There is a little noticed annex on page 14 of the 1998 Belfast Agreement which states that a number of named areas “may” be included for “North-South co-operation and implementation.” The second of these, the only one in the education sector, is “teacher qualifications and exchanges”.
These few words have served to unleash an extraordinary upsurge of cross-border energy in the colleges of education and university education departments on this island. Those who take on the vital role of educating and training our future teachers are not a particularly high profile or glamorous profession. Their activities rarely make headlines in newspapers (except negatively on occasion). They have sometimes been accused of being set in their ways and lacking in dynamism. But in the area of practical North-South co-operation for mutual benefit I suggest that they are leading the way in showing how it should be done.
They started with a hugely successful conference in Belfast in 2000, attended by 27 institutions and agencies involved in the training of teachers. There were then the inevitable delays while funding was sought from the two governments. In spring 2003 the Standing Conference on Teacher Education North and South (SCoTENS1) was launched.
For the past four years, this cross-border network of teacher educators, administered by the Centre for Cross Border Studies, has overseen a real flowering of creativity on the whole island. Four international conferences have been held on subjects like teacher education for citizenship, partnerships between colleges and schools, and the future of teacher education in the context of dramatically changing demands on schooling. Even more impressive has been the range of North-South research projects seed-funded by SCoTENS. There have been no fewer than 21 of these since 2003, across a wide range of subjects including ICT, special educational needs, citizenship and social justice, inter-culturalism, art and science strategies, the teaching of geography, history and science, student teacher exchanges and early years education. One partnership project between the Southern Education and Library Board in Armagh and Trinity College Dublin – ‘Together towards Inclusion’ – will lead this September to every primary school on the island getting a ‘toolkit’ to help teachers work with non-English-speaking children.

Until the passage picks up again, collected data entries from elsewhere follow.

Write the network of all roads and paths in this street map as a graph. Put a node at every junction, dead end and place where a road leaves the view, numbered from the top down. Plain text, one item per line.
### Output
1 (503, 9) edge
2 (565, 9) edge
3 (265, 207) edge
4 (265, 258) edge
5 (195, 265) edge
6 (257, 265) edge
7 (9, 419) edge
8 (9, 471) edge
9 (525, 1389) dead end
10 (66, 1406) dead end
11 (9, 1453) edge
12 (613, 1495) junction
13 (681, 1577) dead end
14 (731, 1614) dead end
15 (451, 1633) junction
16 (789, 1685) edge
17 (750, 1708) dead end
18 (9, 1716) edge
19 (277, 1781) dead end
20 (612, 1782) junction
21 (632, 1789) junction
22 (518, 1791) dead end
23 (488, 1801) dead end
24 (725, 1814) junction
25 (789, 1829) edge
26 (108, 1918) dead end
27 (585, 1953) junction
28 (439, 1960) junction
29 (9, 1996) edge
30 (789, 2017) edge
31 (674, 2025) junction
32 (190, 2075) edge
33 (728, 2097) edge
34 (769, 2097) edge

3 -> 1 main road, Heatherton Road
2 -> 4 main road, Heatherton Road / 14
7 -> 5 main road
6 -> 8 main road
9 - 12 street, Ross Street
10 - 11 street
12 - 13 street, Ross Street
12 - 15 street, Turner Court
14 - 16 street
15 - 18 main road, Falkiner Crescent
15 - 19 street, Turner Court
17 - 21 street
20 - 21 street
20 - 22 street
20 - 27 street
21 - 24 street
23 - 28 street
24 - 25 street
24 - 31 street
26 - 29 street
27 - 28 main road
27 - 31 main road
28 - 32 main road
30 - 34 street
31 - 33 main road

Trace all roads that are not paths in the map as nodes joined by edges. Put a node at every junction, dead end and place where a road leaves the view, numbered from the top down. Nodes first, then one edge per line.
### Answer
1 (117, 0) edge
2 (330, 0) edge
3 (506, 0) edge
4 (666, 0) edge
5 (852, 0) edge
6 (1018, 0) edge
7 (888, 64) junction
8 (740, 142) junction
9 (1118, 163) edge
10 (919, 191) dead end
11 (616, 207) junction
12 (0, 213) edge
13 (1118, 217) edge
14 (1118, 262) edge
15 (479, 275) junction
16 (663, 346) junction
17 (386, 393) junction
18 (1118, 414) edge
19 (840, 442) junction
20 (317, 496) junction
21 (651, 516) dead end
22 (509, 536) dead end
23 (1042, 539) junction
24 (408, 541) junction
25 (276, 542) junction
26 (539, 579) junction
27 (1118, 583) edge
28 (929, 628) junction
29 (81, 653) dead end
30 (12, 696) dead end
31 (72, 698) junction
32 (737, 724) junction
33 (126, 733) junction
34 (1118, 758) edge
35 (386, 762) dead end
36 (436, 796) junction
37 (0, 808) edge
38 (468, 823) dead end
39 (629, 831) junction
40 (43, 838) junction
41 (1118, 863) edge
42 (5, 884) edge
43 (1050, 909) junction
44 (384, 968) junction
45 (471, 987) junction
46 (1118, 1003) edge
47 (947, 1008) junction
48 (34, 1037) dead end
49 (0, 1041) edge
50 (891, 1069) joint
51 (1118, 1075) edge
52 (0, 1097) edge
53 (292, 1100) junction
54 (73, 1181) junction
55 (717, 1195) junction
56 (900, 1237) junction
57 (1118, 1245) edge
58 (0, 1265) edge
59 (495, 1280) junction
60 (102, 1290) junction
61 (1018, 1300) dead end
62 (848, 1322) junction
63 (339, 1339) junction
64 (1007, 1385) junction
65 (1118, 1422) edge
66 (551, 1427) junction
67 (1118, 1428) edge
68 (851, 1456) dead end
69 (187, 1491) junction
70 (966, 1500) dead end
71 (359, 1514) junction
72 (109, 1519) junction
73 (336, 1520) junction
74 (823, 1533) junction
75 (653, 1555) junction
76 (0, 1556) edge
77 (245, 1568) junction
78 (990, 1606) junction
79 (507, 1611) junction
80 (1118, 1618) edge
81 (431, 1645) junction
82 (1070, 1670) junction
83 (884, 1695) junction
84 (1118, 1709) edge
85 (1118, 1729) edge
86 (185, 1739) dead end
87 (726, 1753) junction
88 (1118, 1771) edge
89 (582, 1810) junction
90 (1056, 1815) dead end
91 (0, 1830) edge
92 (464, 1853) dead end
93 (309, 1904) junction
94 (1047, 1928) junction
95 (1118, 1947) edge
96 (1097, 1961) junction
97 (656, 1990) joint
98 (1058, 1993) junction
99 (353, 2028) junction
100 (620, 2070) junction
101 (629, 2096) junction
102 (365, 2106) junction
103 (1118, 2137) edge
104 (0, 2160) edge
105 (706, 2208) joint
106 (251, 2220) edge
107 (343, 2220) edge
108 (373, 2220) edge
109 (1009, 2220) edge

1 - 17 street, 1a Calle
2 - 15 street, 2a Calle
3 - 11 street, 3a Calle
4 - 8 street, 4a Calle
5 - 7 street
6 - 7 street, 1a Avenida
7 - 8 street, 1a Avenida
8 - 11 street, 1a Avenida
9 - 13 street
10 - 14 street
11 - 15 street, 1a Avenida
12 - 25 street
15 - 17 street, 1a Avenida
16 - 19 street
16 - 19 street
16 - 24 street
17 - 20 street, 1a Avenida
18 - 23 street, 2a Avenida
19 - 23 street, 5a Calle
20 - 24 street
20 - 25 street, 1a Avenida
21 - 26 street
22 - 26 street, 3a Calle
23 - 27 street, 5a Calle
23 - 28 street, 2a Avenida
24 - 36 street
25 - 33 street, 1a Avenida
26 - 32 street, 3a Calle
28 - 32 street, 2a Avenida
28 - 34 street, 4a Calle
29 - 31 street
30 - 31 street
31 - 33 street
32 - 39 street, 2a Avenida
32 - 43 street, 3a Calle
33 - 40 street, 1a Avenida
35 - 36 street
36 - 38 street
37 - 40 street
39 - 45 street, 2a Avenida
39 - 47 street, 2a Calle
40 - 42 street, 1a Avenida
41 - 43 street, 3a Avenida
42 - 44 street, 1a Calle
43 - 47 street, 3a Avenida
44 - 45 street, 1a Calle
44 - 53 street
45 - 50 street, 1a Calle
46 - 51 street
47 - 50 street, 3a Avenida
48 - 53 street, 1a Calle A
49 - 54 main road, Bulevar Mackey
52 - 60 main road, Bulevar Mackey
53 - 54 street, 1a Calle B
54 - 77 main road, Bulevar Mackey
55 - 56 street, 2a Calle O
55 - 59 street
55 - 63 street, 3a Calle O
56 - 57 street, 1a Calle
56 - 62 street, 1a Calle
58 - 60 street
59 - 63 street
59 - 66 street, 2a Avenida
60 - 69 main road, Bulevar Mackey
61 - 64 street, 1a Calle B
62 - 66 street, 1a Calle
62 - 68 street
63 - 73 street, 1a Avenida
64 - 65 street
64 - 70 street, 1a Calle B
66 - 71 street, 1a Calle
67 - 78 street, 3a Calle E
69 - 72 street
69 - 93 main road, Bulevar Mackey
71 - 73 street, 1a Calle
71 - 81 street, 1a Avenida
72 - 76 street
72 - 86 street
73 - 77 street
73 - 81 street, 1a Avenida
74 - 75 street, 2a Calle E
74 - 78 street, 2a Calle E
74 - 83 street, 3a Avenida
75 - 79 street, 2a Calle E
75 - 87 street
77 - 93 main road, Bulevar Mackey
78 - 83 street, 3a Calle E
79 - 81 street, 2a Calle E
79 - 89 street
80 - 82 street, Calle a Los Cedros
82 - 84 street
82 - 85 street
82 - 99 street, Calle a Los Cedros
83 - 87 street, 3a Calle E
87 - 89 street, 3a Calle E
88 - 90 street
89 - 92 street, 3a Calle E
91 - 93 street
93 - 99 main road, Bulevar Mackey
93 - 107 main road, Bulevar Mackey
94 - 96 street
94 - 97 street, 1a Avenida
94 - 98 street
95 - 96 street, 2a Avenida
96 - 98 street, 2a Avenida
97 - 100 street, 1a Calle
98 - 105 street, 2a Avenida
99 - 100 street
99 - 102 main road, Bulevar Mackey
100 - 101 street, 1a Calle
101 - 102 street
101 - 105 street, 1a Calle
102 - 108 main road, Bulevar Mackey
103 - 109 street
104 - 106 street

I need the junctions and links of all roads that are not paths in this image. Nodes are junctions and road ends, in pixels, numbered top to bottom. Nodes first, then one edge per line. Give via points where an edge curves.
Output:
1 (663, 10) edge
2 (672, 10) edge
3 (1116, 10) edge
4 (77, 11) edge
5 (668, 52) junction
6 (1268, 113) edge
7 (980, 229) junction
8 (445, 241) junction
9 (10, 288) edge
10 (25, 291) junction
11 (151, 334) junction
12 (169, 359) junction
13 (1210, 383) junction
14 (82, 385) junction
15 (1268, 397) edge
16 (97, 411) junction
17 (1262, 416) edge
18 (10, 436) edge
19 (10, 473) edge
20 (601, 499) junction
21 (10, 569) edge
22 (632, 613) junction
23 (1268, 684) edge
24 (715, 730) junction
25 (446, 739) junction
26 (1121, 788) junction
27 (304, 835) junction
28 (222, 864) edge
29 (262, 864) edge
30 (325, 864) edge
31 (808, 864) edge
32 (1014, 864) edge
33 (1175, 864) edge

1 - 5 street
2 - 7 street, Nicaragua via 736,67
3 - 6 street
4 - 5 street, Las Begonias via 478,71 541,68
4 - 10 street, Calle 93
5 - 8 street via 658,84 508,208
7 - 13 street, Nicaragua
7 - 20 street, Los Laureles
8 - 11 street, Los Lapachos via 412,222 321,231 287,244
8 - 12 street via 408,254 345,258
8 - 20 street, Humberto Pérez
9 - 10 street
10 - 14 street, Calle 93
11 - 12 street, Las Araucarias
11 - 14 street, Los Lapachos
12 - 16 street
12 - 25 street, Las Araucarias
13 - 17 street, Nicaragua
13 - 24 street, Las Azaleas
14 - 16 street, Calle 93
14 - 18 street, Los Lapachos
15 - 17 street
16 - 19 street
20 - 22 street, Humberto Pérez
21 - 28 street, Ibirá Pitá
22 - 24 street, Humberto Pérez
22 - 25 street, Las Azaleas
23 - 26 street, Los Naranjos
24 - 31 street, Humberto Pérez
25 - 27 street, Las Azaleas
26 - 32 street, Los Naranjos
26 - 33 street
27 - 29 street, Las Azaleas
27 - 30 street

Officials in the relevant government departments in Dublin and Belfast now see SCoTENS as having helped to re-energise a sector which in the past has often been seen as the ‘Cinderella’ of higher education in general and higher education research in particular. One very senior Irish government official has called it “a real model for how professional associations can organise on a North-South basis for mutual benefit.”
SCoTENS’ success is largely due to three factors: the inspirational leadership of people like John Coolahan, the former Professor of Education at NUI Maynooth and probably Ireland’s most distinguished educationalist, and Richard McMinn, head of Stranmillis College, Northern Ireland’s largest teacher training institution; an unexpected appetite for cross-border research and exchanges among those involved in teacher education on the island; and – if I can be excused for blowing my own trumpet – the crucial cog of good back-up by a body with a track record in cross-border administration, the Centre for Cross Border Studies.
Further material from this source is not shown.